According to researcher Edentify's IPTV in Australia study, based on a quarterly survey with over 600 respondents, more than one third (36%) complained that there were too many ads on commercial catch-up services, even though one of the most-liked features was the fact that such services are free.
"They play the same ads all the time" was another common grumble, cited by a quarter of respondents.
Advertising was far ahead of gripes about content – just 16% felt there weren't enough programs to choose from – and technical matters – 16% mentioned streaming difficulty and 12% said the service crashed all the time.
"Anyone who has used those services knows the placement of those ads is the issue," said Dan Banyard, managing director at Edentify.
"The number of ads and the repeat of those same ads is having a detrimental impact on the content across the commercial catch up services," he told Mumbrella.
Consumers understand the commercial reality and the need for advertising, he added, but argued that "channels have to work harder with the way they target and avoid repeating things over and over again. It is pretty shocking."

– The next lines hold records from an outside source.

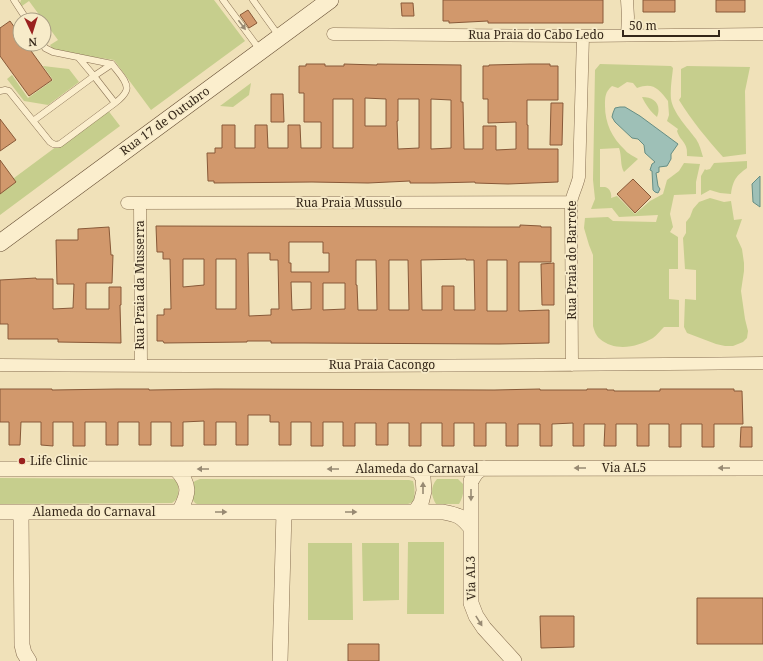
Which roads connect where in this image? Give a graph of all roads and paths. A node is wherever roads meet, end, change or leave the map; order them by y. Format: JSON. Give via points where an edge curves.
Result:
{"nodes":[{"id":1,"x":14,"y":0,"type":"edge"},
{"id":2,"x":223,"y":0,"type":"edge"},
{"id":3,"x":253,"y":0,"type":"edge"},
{"id":4,"x":330,"y":0,"type":"edge"},
{"id":5,"x":627,"y":0,"type":"edge"},
{"id":6,"x":22,"y":12,"type":"edge"},
{"id":7,"x":333,"y":34,"type":"dead end"},
{"id":8,"x":763,"y":34,"type":"edge"},
{"id":9,"x":627,"y":35,"type":"junction"},
{"id":10,"x":582,"y":36,"type":"junction"},
{"id":11,"x":280,"y":37,"type":"junction"},
{"id":12,"x":261,"y":51,"type":"junction"},
{"id":13,"x":52,"y":52,"type":"edge"},
{"id":14,"x":78,"y":57,"type":"junction"},
{"id":15,"x":112,"y":64,"type":"junction"},
{"id":16,"x":94,"y":76,"type":"junction"},
{"id":17,"x":0,"y":91,"type":"edge"},
{"id":18,"x":115,"y":103,"type":"junction"},
{"id":19,"x":33,"y":121,"type":"junction"},
{"id":20,"x":571,"y":202,"type":"junction"},
{"id":21,"x":127,"y":203,"type":"dead end"},
{"id":22,"x":140,"y":204,"type":"junction"},
{"id":23,"x":0,"y":243,"type":"edge"},
{"id":24,"x":763,"y":363,"type":"edge"},
{"id":25,"x":0,"y":365,"type":"edge"},
{"id":26,"x":572,"y":365,"type":"junction"},
{"id":27,"x":141,"y":366,"type":"junction"},
{"id":28,"x":410,"y":468,"type":"junction"},
{"id":29,"x":484,"y":468,"type":"junction"},
{"id":30,"x":763,"y":468,"type":"edge"},
{"id":31,"x":0,"y":469,"type":"edge"},
{"id":32,"x":176,"y":469,"type":"junction"},
{"id":33,"x":0,"y":512,"type":"edge"},
{"id":34,"x":21,"y":512,"type":"junction"},
{"id":35,"x":179,"y":512,"type":"junction"},
{"id":36,"x":284,"y":512,"type":"junction"},
{"id":37,"x":415,"y":512,"type":"junction"},
{"id":38,"x":471,"y":528,"type":"junction"},
{"id":39,"x":28,"y":661,"type":"edge"},
{"id":40,"x":280,"y":661,"type":"edge"},
{"id":41,"x":514,"y":661,"type":"edge"}],
"edges":[{"from":1,"to":6,"type":"lane"},
{"from":2,"to":12,"type":"lane","one_way":true},
{"from":3,"to":11,"type":"lane"},
{"from":4,"to":11,"type":"main road","name":"Rua 17 de Outubro"},
{"from":5,"to":9,"type":"street"},
{"from":7,"to":10,"type":"street","name":"Rua Praia do Cabo Ledo"},
{"from":8,"to":9,"type":"street","name":"Rua Praia do Cabo Ledo"},
{"from":9,"to":10,"type":"street","name":"Rua Praia do Cabo Ledo"},
{"from":10,"to":20,"type":"street","name":"Rua Praia do Barrote","via":[[579,177]]},
{"from":11,"to":12,"type":"main road","name":"Rua 17 de Outubro"},
{"from":12,"to":23,"type":"main road","name":"Rua 17 de Outubro"},
{"from":13,"to":14,"type":"lane"},
{"from":14,"to":15,"type":"lane"},
{"from":14,"to":16,"type":"lane"},
{"from":15,"to":16,"type":"lane"},
{"from":15,"to":18,"type":"lane","via":[[128,87]]},
{"from":16,"to":18,"type":"lane"},
{"from":16,"to":19,"type":"lane"},
{"from":17,"to":19,"type":"lane","via":[[9,91]]},
{"from":18,"to":19,"type":"lane","via":[[56,145],[50,142]]},
{"from":20,"to":22,"type":"street","name":"Rua Praia Mussulo"},
{"from":20,"to":26,"type":"street","name":"Rua Praia do Barrote"},
{"from":21,"to":22,"type":"street","name":"Rua Praia Mussulo"},
{"from":22,"to":27,"type":"street","name":"Rua Praia da Musserra"},
{"from":24,"to":26,"type":"street","name":"Rua Praia Cacongo"},
{"from":25,"to":27,"type":"street","name":"Rua Praia Cacongo"},
{"from":26,"to":27,"type":"street","name":"Rua Praia Cacongo"},
{"from":28,"to":29,"type":"street","name":"Alameda do Carnaval"},
{"from":28,"to":32,"type":"street","name":"Alameda do Carnaval","one_way":true},
{"from":37,"to":28,"type":"street","one_way":true,"via":[[424,491],[423,478],[418,470]]},
{"from":30,"to":29,"type":"street","name":"Via AL5","one_way":true},
{"from":29,"to":38,"type":"street","name":"Alameda do Carnaval","one_way":true,"via":[[478,470],[471,482]]},
{"from":31,"to":32,"type":"street","name":"Alameda do Carnaval"},
{"from":32,"to":35,"type":"street","via":[[184,478],[186,485],[185,502]]},
{"from":33,"to":34,"type":"street","name":"Alameda do Carnaval"},
{"from":34,"to":35,"type":"street","name":"Alameda do Carnaval"},
{"from":34,"to":39,"type":"street","via":[[22,645]]},
{"from":35,"to":36,"type":"street","name":"Alameda do Carnaval","one_way":true},
{"from":36,"to":37,"type":"street","name":"Alameda do Carnaval","one_way":true},
{"from":36,"to":40,"type":"street"},
{"from":37,"to":38,"type":"street","name":"Alameda do Carnaval","via":[[456,514]]},
{"from":38,"to":41,"type":"street","name":"Via AL3","one_way":true,"via":[[471,604],[484,628]]}]}
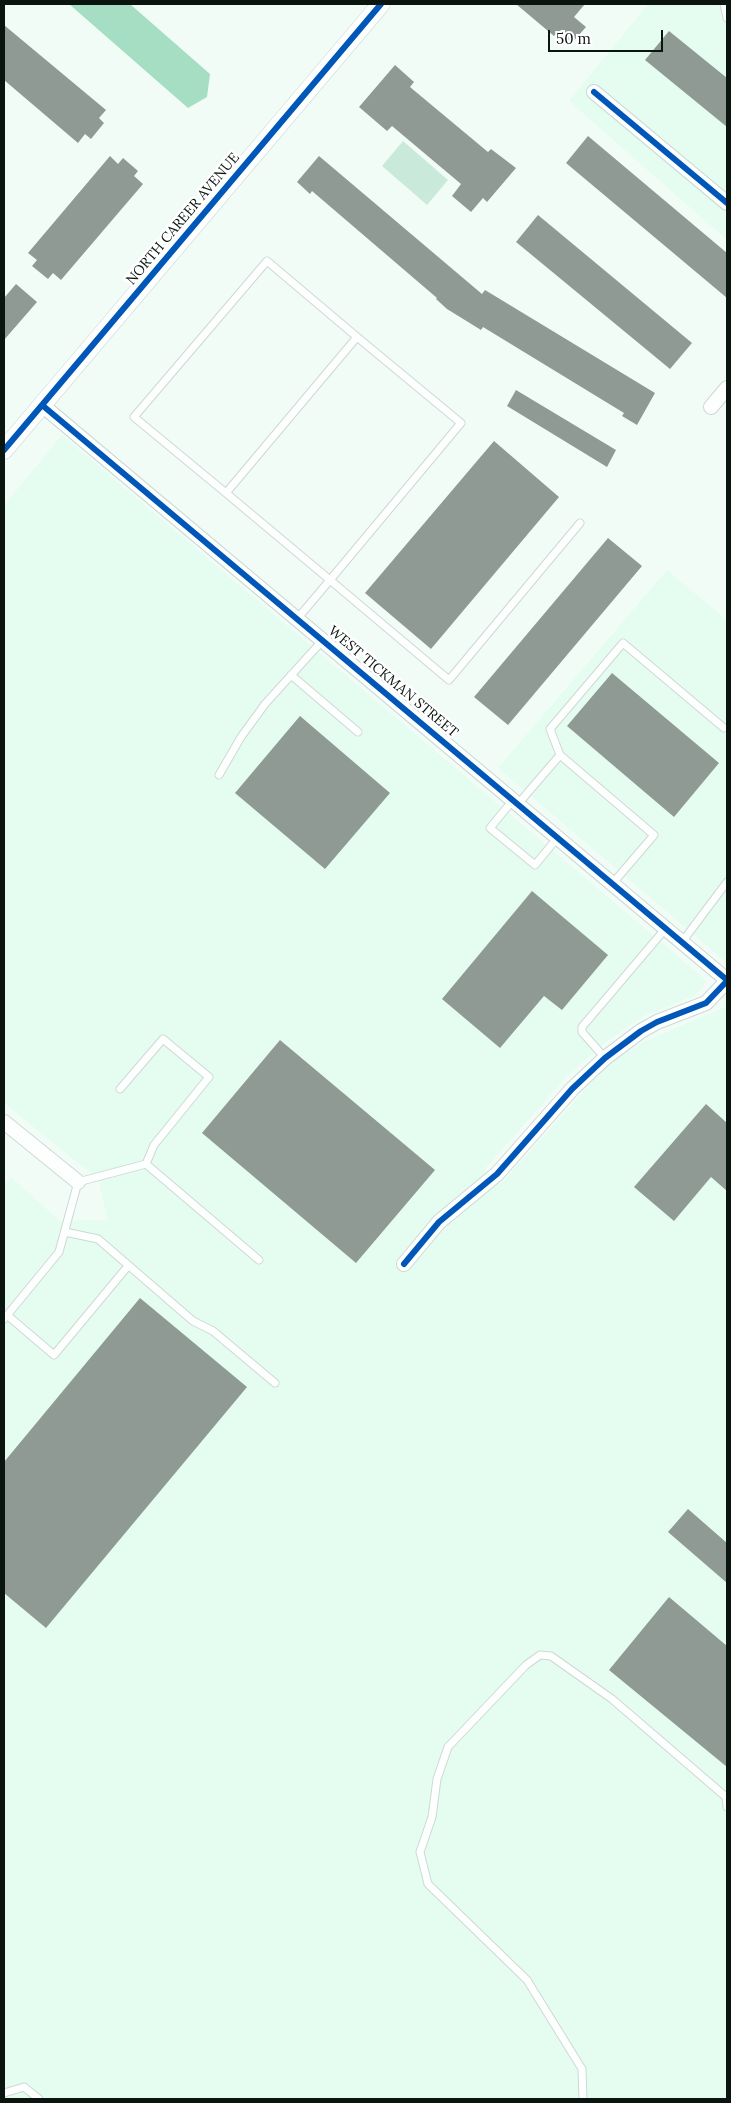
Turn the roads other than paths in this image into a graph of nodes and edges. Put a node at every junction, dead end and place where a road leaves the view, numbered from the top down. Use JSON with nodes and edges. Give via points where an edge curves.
{"nodes":[{"id":1,"x":381,"y":4,"type":"edge"},
{"id":2,"x":724,"y":4,"type":"edge"},
{"id":3,"x":727,"y":18,"type":"edge"},
{"id":4,"x":594,"y":92,"type":"dead end"},
{"id":5,"x":727,"y":203,"type":"edge"},
{"id":6,"x":356,"y":337,"type":"junction"},
{"id":7,"x":727,"y":388,"type":"edge"},
{"id":8,"x":42,"y":405,"type":"junction"},
{"id":9,"x":711,"y":407,"type":"dead end"},
{"id":10,"x":4,"y":450,"type":"edge"},
{"id":11,"x":226,"y":493,"type":"junction"},
{"id":12,"x":580,"y":523,"type":"dead end"},
{"id":13,"x":330,"y":580,"type":"junction"},
{"id":14,"x":297,"y":619,"type":"junction"},
{"id":15,"x":323,"y":640,"type":"junction"},
{"id":16,"x":291,"y":676,"type":"junction"},
{"id":17,"x":724,"y":728,"type":"dead end"},
{"id":18,"x":358,"y":732,"type":"dead end"},
{"id":19,"x":560,"y":755,"type":"junction"},
{"id":20,"x":219,"y":775,"type":"dead end"},
{"id":21,"x":516,"y":802,"type":"junction"},
{"id":22,"x":558,"y":837,"type":"junction"},
{"id":23,"x":613,"y":883,"type":"junction"},
{"id":24,"x":727,"y":884,"type":"edge"},
{"id":25,"x":666,"y":928,"type":"junction"},
{"id":26,"x":682,"y":942,"type":"junction"},
{"id":27,"x":727,"y":981,"type":"edge"},
{"id":28,"x":605,"y":1058,"type":"junction"},
{"id":29,"x":120,"y":1089,"type":"dead end"},
{"id":30,"x":4,"y":1122,"type":"edge"},
{"id":31,"x":146,"y":1164,"type":"junction"},
{"id":32,"x":78,"y":1182,"type":"junction"},
{"id":33,"x":65,"y":1232,"type":"junction"},
{"id":34,"x":259,"y":1260,"type":"dead end"},
{"id":35,"x":404,"y":1264,"type":"dead end"},
{"id":36,"x":128,"y":1266,"type":"junction"},
{"id":37,"x":6,"y":1317,"type":"edge"},
{"id":38,"x":275,"y":1383,"type":"dead end"},
{"id":39,"x":727,"y":1807,"type":"edge"},
{"id":40,"x":4,"y":2093,"type":"edge"},
{"id":41,"x":39,"y":2099,"type":"edge"},
{"id":42,"x":583,"y":2099,"type":"edge"}],
"edges":[{"from":1,"to":8,"type":"street","name":"NORTH CAREER AVENUE"},
{"from":2,"to":3,"type":"lane"},
{"from":4,"to":5,"type":"street"},
{"from":6,"to":11,"type":"lane"},
{"from":6,"to":11,"type":"lane","via":[[267,261],[134,417]]},
{"from":6,"to":13,"type":"lane","via":[[461,423]]},
{"from":7,"to":9,"type":"street"},
{"from":8,"to":10,"type":"street","name":"NORTH CAREER AVENUE"},
{"from":8,"to":14,"type":"street","name":"WEST TICKMAN STREET"},
{"from":11,"to":13,"type":"lane"},
{"from":12,"to":13,"type":"lane","via":[[449,680]]},
{"from":13,"to":14,"type":"lane"},
{"from":14,"to":15,"type":"street","name":"WEST TICKMAN STREET"},
{"from":15,"to":16,"type":"lane"},
{"from":15,"to":21,"type":"street","name":"WEST TICKMAN STREET"},
{"from":16,"to":18,"type":"lane"},
{"from":16,"to":20,"type":"lane","via":[[265,704]]},
{"from":17,"to":19,"type":"lane","via":[[624,643],[550,729]]},
{"from":19,"to":21,"type":"lane"},
{"from":19,"to":23,"type":"lane","via":[[654,835]]},
{"from":21,"to":22,"type":"street","name":"WEST TICKMAN STREET"},
{"from":21,"to":22,"type":"lane","via":[[490,828],[535,865]]},
{"from":22,"to":23,"type":"street","name":"WEST TICKMAN STREET"},
{"from":23,"to":25,"type":"street","name":"WEST TICKMAN STREET"},
{"from":24,"to":26,"type":"lane"},
{"from":25,"to":26,"type":"street","name":"WEST TICKMAN STREET"},
{"from":25,"to":28,"type":"lane","via":[[582,1027],[582,1032]]},
{"from":26,"to":27,"type":"street","name":"WEST TICKMAN STREET"},
{"from":27,"to":28,"type":"street","via":[[706,1002],[640,1031]]},
{"from":28,"to":35,"type":"street","via":[[572,1089],[497,1174],[439,1222]]},
{"from":29,"to":31,"type":"lane","via":[[163,1039],[209,1077],[154,1145]]},
{"from":30,"to":32,"type":"street"},
{"from":31,"to":32,"type":"lane"},
{"from":31,"to":34,"type":"lane"},
{"from":32,"to":33,"type":"lane"},
{"from":33,"to":36,"type":"lane","via":[[98,1239]]},
{"from":33,"to":37,"type":"lane","via":[[59,1252]]},
{"from":36,"to":37,"type":"lane","via":[[54,1355]]},
{"from":36,"to":38,"type":"lane","via":[[193,1321],[213,1331]]},
{"from":39,"to":42,"type":"lane","via":[[726,1797],[650,1731],[612,1699],[551,1656],[540,1655],[526,1664],[448,1747],[437,1779],[432,1818],[420,1852],[428,1884],[527,1980],[582,2069]]},
{"from":40,"to":41,"type":"lane","via":[[24,2086]]}]}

Banyard reported that Edentify had also asked respondents who admitted to using Hulu via VPN and "advertising does not come up nearly as much".
The US streaming service offers viewers a choice on what they see and allows them to pay to see less advertising.
"Online has the ability to serve the right targeted ads – far more than broadcast – but perhaps they should do something crazy like less ads," said Banyard.
Seven in ten respondents liked the fact they didn't have to pay for commercial catch-up services, and half welcomed the opportunity to watch their favourite programs at a time that suited them.
Content quality (27%) came further down the list of likes, as did the ability to pause, fast forward and rewind programs (27%) and to watch programs on mobile devices (23%).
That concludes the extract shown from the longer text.